__Work item__: Return every line from the one with "index pip: (198, 92)" through the one with "pinky dip: (137, 142)", inclusive, exactly as it appears below.

****************************************

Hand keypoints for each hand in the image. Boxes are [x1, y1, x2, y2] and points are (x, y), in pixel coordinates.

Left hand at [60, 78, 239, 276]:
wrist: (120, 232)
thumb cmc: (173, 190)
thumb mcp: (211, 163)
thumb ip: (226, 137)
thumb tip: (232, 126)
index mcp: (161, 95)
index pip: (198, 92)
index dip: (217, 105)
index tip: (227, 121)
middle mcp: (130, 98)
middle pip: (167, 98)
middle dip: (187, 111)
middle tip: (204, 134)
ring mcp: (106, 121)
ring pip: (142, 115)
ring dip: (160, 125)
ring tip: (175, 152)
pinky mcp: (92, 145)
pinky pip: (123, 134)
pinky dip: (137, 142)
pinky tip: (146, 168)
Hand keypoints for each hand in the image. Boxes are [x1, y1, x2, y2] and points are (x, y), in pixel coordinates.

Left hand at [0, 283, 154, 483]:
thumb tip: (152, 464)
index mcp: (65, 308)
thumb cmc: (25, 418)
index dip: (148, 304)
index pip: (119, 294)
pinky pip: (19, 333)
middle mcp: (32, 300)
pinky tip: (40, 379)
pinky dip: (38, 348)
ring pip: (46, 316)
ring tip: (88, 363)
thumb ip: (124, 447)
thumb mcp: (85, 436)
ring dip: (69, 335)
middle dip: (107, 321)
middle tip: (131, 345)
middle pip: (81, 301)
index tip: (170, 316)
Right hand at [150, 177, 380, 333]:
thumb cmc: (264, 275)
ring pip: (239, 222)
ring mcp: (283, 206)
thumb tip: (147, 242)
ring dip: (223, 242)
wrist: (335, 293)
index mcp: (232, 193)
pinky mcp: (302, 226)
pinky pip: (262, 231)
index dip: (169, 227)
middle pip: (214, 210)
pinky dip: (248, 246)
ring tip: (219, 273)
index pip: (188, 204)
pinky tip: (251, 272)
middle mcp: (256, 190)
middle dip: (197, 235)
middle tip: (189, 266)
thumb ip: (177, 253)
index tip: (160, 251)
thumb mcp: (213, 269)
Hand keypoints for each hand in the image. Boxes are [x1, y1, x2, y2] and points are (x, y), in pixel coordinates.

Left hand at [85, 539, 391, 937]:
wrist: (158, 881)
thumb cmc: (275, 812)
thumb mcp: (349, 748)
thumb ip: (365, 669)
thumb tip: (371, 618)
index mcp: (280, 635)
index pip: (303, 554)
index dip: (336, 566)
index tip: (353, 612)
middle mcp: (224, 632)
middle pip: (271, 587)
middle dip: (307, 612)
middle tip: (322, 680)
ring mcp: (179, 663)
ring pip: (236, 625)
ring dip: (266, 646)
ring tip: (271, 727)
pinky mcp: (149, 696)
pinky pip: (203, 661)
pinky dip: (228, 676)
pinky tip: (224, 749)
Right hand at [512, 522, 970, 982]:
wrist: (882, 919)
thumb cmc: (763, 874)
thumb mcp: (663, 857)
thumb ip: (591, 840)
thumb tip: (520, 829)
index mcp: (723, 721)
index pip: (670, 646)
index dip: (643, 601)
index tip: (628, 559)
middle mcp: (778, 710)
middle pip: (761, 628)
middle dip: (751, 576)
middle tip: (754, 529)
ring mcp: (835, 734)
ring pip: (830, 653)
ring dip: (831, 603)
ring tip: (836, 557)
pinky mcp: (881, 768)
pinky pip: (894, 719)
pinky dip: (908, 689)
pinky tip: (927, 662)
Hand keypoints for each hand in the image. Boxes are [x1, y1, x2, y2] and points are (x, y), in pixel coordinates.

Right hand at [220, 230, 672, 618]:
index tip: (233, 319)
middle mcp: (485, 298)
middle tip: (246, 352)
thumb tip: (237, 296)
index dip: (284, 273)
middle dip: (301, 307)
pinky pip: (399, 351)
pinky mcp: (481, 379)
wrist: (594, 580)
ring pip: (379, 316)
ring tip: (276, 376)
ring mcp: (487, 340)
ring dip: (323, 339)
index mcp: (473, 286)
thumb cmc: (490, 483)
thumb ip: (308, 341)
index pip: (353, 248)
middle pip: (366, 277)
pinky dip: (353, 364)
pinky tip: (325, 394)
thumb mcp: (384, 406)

****************************************

__Response to this task__:
index pip: (198, 92)
index dip: (217, 105)
index tip: (227, 121)
middle mcp: (130, 98)
middle pip: (167, 98)
middle dip: (187, 111)
middle tip: (204, 134)
ring mcp: (106, 121)
ring pip: (142, 115)
ring dip: (160, 125)
ring tip: (175, 152)
pinky mcp: (92, 145)
pinky pip: (123, 134)
pinky dip: (137, 142)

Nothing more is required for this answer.